The problem
Please copy out each line of the entries in which "Schmidt" appears.

Stored data entries
----------------------------------------

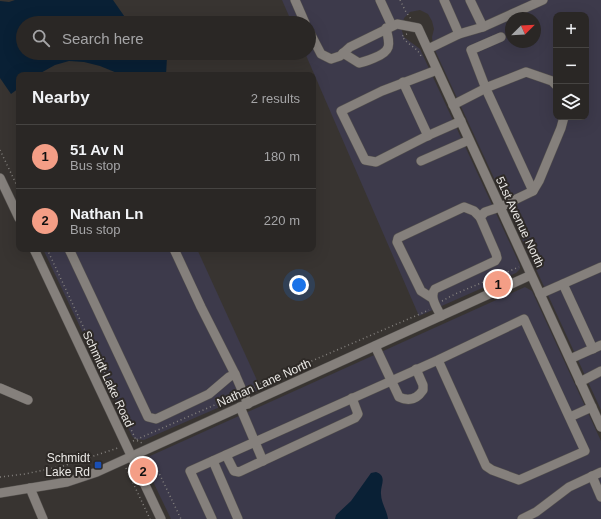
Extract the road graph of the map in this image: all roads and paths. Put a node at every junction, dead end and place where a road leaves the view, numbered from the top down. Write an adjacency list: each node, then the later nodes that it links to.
1 (295, 0): 7 (street)
2 (380, 0): 8 (street)
3 (400, 0): 10 (path)
4 (444, 0): 11 (street)
5 (470, 0): 9 (street)
6 (543, 0): 9 (street)
7 (302, 16)
8 (389, 27): 10 (street); 15 (street); 15 (street)
9 (483, 27): 11 (street)
10 (418, 28): 14 (street, 51st Avenue North)
11 (459, 34): 14 (street)
12 (500, 37): 19 (street)
13 (316, 46): 15 (street)
14 (428, 49): 16 (street, 51st Avenue North)
15 (343, 53)
16 (437, 70): 17 (street); 20 (street, 51st Avenue North)
17 (403, 82): 23 (street); 23 (street)
18 (555, 84): 19 (street)
19 (486, 89): 20 (street); 29 (street)
20 (453, 105): 22 (street, 51st Avenue North)
21 (563, 120): 29 (street)
22 (461, 121): 23 (street); 24 (street, 51st Avenue North)
23 (428, 136)
24 (469, 140): 26 (street); 30 (street, 51st Avenue North)
25 (0, 150): 28 (path)
26 (420, 161)
27 (0, 178): 31 (street)
28 (16, 184)
29 (532, 191): 30 (street)
30 (500, 208): 32 (street); 37 (street, 51st Avenue North)
31 (16, 212)
32 (480, 217): 42 (street); 42 (street)
33 (35, 252): 63 (street, Schmidt Lake Road)
34 (48, 252): 61 (path)
35 (70, 252): 50 (street)
36 (175, 252): 50 (street)
37 (527, 265): 39 (street, 51st Avenue North); 42 (path)
38 (601, 267): 40 (street)
39 (531, 275): 41 (street, 51st Avenue North); 43 (street, Nathan Lane North)
40 (563, 284): 41 (street); 45 (street)
41 (540, 294): 46 (street, 51st Avenue North)
42 (434, 302): 43 (street); 54 (path)
43 (440, 316): 44 (street, Nathan Lane North)
44 (375, 346): 51 (street); 57 (street, Nathan Lane North)
45 (597, 347): 46 (street)
46 (570, 359): 52 (street, 51st Avenue North)
47 (438, 360): 48 (street); 59 (street); 59 (street)
48 (416, 369): 51 (street); 51 (street)
49 (601, 371): 52 (street)
50 (235, 374): 54 (street)
51 (392, 380): 55 (street)
52 (580, 382): 58 (street, 51st Avenue North)
53 (0, 388): 56 (street)
54 (242, 393): 57 (street); 61 (path)
55 (352, 398): 62 (street); 68 (street)
56 (28, 400)
57 (244, 405): 62 (street); 64 (street, Nathan Lane North)
58 (592, 407): 59 (street); 60 (street, 51st Avenue North)
59 (570, 417)
60 (601, 427)
61 (136, 440): 63 (path); 64 (path)
62 (254, 442): 65 (street); 68 (street)
63 (122, 446): 66 (street, Schmidt Lake Road); 66 (path); 71 (path)
64 (145, 450): 66 (street, Nathan Lane North); 78 (path)
65 (226, 455): 67 (street); 68 (street)
66 (127, 458): 72 (street, Nathan Lane North); 76 (path); 77 (street, Schmidt Lake Road)
67 (213, 461): 79 (street); 80 (street)
68 (263, 461)
69 (601, 472): 70 (street)
70 (592, 476): 74 (street); 81 (street)
71 (0, 477)
72 (30, 488): 73 (street, Nathan Lane North); 75 (street)
73 (0, 493)
74 (601, 497)
75 (43, 519)
76 (150, 519)
77 (161, 519)
78 (182, 519)
79 (212, 519)
80 (238, 519)
81 (522, 519)

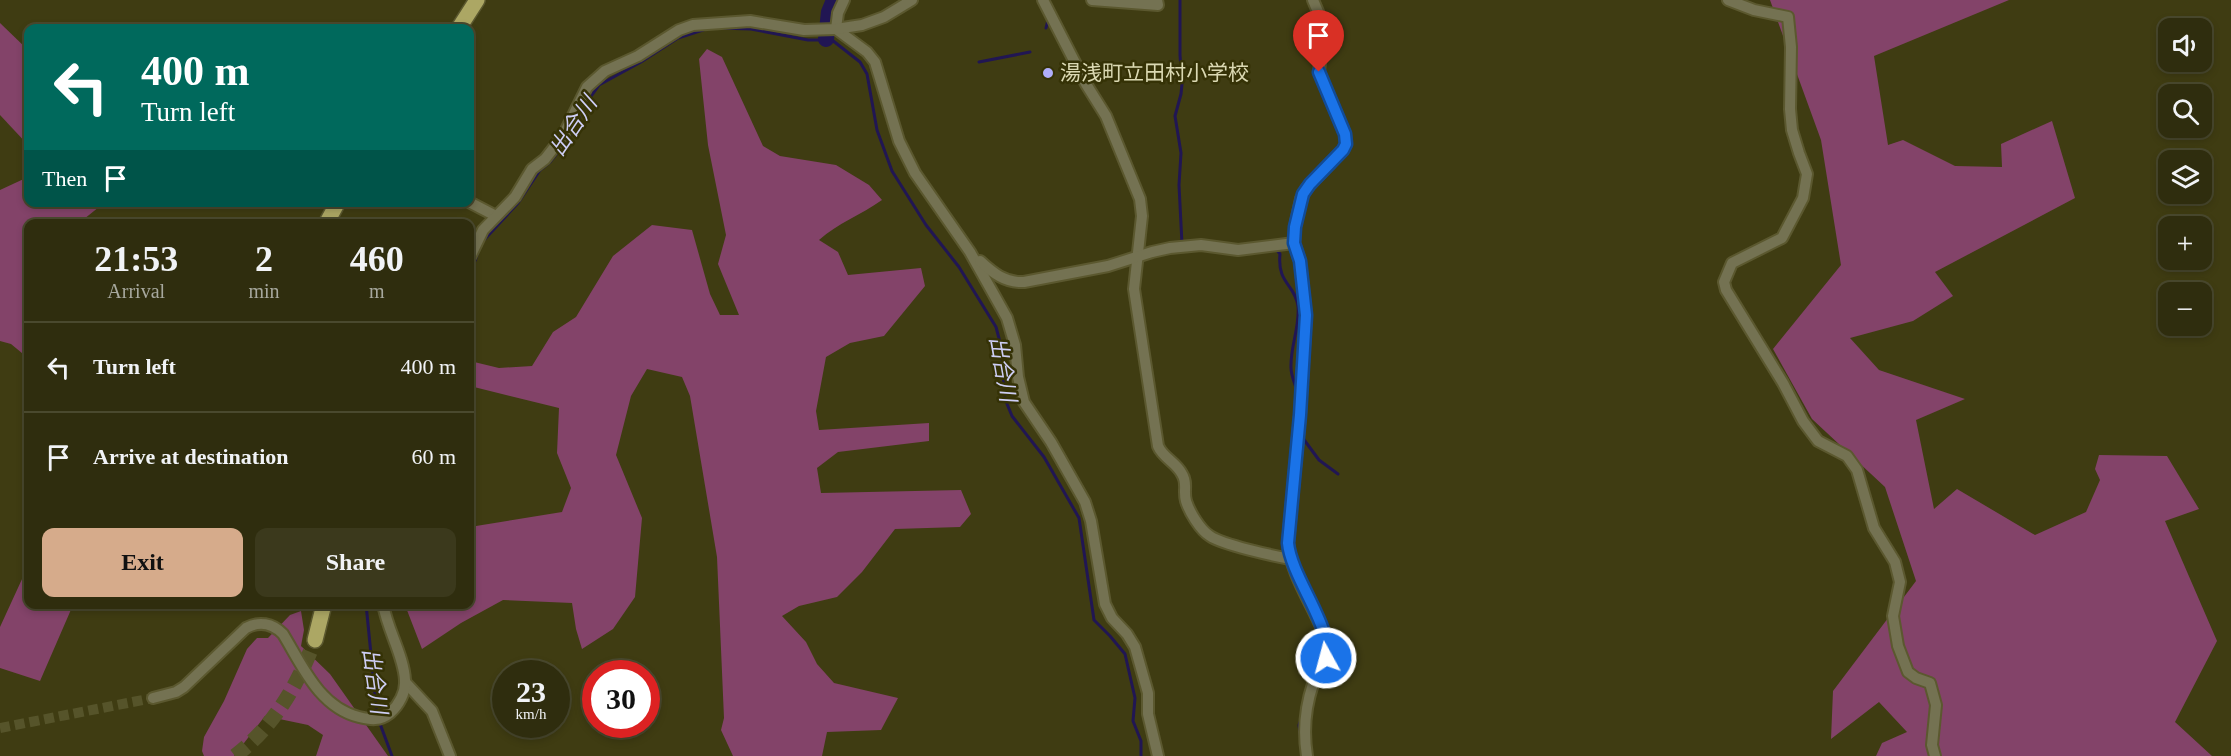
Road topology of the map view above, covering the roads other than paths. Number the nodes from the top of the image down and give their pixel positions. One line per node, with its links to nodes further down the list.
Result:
1 (477, 0): 9 (main road)
2 (844, 0): 10 (street)
3 (912, 0): 10 (street)
4 (1043, 0): 16 (street)
5 (1092, 0): 6 (street)
6 (1157, 0)
7 (1313, 0): 13 (street)
8 (1728, 0): 26 (street)
9 (462, 24)
10 (836, 29): 12 (street); 15 (street)
11 (474, 205): 12 (street)
12 (496, 216): 14 (street)
13 (1294, 243): 16 (street); 17 (street)
14 (474, 247)
15 (970, 252): 16 (street); 24 (street)
16 (1138, 257): 17 (street)
17 (1291, 559): 25 (street)
18 (323, 609): 20 (main road)
19 (384, 609): 21 (street)
20 (315, 640)
21 (405, 682): 22 (street); 23 (street)
22 (153, 698)
23 (450, 756)
24 (1158, 756)
25 (1307, 756)
26 (1935, 756)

----------------------------------------

Exercise response
33 (35, 252): 63 (street, Schmidt Lake Road)
63 (122, 446): 66 (street, Schmidt Lake Road); 66 (path); 71 (path)
66 (127, 458): 72 (street, Nathan Lane North); 76 (path); 77 (street, Schmidt Lake Road)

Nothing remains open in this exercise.